U.S. News & World Report
2015-11-30

Michelle Rindels, Politics Reporter
The Associated Press


FILE – In this Feb. 1, 2014, file photo, UNLV mascot Hey Reb warms up the crowd before an NCAA college basketball game in Las Vegas. UNLV President Len Jessup says the school needs to keep “Rebels” as its nickname after new research concluded it is not a reference to the Confederacy. (AP Photo/Isaac Brekken, File)

CARSON CITY, Nev. (AP) — UNLV is keeping its “Rebels” nickname and “Hey Reb!” mascot in spite of critics who said they should be changed because the imagery harkens to the Confederacy.

Citing newly released historical research that concluded the moniker was not intended as a reference to the Confederacy, the president of the University of Nevada, Las Vegas issued a statement Monday saying the school must keep the name and mascot. He said “Rebels” expresses UNLV’s entrepreneurial spirit, and he noted overwhelming support for the term.

“It was coined as our young institution was fighting to establish its own identity, and it has come to represent the very independence and spirit that embodies both UNLV and Southern Nevada,” President Len Jessup wrote in a message to the UNLV community. “It is clear that ‘Rebels’ is central to our shared identity and represents the broadest definition of the term.”…

…UNLV Chief Diversity Officer Rainier Spencer finalized a 60-page research paper on the topic earlier this month, concluding the Rebel name emerged from southern Nevada students’ frustrations in the 1950s that the Legislature wasn’t investing as much in the south as it was in the University of Nevada, Reno.

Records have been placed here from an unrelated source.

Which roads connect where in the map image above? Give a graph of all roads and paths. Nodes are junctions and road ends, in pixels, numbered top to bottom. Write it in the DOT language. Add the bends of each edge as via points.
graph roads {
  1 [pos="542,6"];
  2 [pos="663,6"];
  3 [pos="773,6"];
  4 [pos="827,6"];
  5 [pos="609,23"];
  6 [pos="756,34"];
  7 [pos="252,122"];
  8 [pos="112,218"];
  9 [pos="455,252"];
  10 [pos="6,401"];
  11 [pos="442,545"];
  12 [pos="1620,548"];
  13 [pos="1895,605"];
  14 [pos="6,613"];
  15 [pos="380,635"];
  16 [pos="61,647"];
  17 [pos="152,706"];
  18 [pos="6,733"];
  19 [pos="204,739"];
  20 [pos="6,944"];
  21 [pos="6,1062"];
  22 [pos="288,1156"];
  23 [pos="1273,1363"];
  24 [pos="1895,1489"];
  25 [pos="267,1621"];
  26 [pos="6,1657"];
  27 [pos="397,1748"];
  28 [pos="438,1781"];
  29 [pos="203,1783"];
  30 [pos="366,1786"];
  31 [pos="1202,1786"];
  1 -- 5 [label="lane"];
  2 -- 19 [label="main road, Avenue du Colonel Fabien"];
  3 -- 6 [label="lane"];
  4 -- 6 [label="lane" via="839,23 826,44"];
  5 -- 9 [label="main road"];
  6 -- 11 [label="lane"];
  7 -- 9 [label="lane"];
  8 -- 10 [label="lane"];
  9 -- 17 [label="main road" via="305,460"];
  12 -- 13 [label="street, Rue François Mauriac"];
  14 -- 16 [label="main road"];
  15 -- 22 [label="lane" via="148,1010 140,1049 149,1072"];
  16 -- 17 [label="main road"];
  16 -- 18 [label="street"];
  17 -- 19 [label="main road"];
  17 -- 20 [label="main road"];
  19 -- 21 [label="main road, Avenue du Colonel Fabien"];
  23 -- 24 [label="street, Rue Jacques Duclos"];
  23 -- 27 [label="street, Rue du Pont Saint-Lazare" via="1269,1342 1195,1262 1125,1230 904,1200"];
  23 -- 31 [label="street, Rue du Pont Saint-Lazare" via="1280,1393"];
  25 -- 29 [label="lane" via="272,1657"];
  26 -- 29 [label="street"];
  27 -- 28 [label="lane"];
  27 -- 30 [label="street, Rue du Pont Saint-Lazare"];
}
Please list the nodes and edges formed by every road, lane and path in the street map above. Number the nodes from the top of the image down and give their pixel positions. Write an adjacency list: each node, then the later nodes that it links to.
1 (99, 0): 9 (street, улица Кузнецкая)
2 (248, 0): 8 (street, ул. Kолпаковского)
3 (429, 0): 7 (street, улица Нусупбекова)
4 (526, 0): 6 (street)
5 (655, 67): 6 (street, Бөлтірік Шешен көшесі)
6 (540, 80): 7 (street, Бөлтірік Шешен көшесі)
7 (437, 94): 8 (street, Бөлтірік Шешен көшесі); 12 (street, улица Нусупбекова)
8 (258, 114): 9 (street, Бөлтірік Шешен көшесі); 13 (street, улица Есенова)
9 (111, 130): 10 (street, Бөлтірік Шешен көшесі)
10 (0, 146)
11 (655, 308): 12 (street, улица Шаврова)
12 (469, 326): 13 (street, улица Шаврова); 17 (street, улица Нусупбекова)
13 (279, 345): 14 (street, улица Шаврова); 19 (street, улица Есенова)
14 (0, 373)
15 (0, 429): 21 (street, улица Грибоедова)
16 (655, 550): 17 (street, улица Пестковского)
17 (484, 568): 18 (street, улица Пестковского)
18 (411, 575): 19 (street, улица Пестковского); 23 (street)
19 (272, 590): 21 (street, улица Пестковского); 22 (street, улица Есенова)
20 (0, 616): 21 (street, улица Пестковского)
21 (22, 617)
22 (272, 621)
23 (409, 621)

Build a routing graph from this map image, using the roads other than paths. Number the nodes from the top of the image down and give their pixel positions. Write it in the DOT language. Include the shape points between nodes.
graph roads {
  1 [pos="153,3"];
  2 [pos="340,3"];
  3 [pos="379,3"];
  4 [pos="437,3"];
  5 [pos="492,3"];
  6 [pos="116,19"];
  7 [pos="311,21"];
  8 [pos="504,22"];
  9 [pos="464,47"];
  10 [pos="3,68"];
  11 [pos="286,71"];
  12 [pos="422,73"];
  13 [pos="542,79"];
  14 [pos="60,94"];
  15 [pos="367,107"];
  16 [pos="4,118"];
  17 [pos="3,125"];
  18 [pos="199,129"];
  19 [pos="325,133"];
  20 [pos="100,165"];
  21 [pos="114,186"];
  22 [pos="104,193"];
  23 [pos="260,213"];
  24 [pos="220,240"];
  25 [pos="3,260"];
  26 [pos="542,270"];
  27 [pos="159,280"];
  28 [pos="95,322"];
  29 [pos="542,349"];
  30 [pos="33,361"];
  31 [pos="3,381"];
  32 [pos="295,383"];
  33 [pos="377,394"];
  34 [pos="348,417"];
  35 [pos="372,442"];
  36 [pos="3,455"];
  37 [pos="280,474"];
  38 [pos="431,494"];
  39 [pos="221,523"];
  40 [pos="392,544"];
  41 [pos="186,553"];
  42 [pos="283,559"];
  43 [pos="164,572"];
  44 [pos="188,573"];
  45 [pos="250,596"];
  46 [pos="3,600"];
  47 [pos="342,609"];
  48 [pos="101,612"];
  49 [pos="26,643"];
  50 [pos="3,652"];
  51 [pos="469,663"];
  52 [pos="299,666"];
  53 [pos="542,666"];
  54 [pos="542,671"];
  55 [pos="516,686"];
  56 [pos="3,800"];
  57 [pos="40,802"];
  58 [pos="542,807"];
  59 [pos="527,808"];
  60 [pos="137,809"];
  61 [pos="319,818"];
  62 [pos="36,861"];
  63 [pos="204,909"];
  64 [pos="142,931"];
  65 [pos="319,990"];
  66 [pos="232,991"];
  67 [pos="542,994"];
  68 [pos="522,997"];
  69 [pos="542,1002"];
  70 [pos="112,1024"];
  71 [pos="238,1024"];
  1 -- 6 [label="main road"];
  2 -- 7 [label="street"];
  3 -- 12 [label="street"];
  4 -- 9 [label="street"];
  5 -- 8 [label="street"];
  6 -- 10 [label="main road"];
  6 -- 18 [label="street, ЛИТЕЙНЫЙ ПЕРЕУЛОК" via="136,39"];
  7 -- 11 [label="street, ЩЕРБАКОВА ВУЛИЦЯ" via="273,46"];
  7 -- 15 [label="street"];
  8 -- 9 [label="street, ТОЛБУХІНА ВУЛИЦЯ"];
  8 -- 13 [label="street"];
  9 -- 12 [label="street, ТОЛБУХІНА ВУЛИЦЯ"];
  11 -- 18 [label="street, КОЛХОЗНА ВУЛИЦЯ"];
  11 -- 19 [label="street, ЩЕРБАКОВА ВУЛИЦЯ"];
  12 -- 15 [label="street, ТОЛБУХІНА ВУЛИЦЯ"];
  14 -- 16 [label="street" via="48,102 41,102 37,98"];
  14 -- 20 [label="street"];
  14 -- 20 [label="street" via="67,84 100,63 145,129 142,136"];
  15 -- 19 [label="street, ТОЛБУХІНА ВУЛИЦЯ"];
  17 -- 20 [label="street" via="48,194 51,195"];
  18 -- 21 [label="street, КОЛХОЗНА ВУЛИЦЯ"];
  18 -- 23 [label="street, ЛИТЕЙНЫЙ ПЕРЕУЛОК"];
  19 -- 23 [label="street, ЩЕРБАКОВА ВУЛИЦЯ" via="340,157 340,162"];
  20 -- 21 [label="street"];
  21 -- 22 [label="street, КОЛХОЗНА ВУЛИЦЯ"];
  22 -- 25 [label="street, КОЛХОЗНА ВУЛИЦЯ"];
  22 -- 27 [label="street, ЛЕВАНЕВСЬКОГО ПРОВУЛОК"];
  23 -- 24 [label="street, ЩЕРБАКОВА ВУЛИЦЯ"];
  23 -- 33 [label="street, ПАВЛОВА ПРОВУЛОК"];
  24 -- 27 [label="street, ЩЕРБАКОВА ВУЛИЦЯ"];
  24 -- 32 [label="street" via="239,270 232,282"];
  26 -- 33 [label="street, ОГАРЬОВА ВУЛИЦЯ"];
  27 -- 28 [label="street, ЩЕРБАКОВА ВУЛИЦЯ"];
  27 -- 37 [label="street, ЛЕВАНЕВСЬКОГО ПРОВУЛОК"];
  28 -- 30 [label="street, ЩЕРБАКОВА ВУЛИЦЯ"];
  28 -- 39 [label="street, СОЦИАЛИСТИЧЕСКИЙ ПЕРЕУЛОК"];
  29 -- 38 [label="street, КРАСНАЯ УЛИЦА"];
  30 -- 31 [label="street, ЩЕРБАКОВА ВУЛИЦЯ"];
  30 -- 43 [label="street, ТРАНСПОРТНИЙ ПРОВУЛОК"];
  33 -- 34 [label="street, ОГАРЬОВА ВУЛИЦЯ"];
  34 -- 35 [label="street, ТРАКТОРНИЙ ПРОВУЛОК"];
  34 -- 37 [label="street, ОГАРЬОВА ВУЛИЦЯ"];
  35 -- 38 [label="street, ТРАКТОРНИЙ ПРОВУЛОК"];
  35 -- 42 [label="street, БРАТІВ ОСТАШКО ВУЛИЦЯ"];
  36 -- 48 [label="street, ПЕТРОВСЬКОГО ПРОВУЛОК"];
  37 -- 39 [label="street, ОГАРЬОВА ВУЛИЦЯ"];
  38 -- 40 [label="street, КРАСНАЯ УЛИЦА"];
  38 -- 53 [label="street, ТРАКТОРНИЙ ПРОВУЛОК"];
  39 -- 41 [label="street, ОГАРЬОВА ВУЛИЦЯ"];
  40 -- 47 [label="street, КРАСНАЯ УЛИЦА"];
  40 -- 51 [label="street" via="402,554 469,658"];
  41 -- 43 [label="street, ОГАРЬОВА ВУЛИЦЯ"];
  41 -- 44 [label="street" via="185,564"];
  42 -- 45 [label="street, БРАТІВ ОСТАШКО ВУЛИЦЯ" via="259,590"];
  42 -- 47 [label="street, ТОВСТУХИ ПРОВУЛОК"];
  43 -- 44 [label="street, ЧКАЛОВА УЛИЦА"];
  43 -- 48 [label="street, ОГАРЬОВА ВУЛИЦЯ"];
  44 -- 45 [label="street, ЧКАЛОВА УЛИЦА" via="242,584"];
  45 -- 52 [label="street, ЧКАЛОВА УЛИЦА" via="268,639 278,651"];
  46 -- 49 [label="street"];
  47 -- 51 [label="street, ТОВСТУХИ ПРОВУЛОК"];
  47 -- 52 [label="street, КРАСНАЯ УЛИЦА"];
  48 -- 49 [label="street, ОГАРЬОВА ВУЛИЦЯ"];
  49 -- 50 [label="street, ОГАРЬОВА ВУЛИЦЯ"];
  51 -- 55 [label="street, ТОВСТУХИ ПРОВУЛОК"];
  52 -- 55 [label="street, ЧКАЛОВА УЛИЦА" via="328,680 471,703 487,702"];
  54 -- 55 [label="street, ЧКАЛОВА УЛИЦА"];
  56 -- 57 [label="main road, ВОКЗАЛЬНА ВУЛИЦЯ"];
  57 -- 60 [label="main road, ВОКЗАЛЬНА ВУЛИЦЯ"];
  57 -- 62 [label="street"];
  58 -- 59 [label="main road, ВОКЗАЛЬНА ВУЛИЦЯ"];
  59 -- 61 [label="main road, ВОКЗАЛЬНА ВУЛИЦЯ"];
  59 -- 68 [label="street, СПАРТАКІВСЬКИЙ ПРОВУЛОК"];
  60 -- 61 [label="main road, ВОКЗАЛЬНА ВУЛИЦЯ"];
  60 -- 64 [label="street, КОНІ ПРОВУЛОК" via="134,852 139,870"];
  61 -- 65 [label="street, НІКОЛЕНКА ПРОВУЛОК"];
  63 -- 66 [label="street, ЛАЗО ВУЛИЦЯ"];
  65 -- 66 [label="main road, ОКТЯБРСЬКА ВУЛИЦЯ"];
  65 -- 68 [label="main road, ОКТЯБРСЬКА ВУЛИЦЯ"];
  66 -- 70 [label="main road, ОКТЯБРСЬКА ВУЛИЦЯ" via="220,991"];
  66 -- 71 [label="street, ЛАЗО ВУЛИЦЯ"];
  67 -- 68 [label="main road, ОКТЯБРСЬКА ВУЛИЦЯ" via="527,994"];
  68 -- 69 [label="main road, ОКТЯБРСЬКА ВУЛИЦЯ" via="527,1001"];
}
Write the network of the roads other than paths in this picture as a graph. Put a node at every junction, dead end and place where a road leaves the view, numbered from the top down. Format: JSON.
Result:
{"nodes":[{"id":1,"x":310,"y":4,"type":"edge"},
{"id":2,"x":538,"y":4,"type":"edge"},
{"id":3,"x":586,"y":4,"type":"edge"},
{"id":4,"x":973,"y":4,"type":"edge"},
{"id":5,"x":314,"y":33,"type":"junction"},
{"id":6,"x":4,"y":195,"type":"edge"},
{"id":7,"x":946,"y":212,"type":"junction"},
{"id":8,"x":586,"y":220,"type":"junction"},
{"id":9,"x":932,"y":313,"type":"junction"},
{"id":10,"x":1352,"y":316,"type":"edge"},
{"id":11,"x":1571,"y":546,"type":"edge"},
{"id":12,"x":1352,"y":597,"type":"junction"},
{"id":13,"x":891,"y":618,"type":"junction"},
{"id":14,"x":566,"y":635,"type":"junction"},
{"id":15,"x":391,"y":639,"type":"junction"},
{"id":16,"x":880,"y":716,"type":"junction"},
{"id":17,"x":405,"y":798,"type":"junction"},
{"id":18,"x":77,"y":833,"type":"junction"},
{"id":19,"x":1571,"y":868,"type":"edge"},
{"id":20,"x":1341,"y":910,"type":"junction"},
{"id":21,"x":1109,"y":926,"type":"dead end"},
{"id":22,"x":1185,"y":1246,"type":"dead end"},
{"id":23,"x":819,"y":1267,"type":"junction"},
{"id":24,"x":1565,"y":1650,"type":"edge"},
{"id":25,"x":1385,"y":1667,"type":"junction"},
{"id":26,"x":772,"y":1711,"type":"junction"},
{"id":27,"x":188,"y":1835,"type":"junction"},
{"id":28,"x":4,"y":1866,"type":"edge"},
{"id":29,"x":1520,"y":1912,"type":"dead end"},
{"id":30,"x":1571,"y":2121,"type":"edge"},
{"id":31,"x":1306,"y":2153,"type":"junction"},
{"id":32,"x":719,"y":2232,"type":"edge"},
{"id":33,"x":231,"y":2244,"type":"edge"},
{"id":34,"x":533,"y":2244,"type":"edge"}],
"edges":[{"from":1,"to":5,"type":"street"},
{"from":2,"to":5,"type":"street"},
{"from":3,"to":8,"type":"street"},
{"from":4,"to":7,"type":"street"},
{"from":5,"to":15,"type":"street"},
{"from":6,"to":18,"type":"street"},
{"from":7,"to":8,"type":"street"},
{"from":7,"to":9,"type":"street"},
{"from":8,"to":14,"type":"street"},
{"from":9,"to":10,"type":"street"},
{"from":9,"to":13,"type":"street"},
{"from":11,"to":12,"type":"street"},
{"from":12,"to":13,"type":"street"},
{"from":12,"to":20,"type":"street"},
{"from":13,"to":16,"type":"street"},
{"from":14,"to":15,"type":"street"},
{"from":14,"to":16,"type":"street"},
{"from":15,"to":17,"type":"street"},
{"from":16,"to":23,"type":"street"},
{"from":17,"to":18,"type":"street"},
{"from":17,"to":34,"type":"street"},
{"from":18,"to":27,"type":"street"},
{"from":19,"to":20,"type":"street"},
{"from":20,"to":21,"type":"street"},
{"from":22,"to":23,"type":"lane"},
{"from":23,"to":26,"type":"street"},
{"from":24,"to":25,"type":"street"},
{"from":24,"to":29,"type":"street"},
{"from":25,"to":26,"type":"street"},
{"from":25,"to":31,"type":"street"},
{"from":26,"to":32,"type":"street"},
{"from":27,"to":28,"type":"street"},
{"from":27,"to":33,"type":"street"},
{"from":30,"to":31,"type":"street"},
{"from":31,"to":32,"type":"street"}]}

“The Rebels nickname is not a Confederate reference, as it predates the first appearance of Confederate symbols, which was April 20, 1955,” wrote Spencer, who is also a vice provost and founder of UNLV’s Afro-American Studies Program. “Nevada Southern students were already known as Rebels before the application of those symbols; indeed, the symbols were applied because those students already had a non-Confederate Rebels identity, and also because of the north-south geography of the state.”…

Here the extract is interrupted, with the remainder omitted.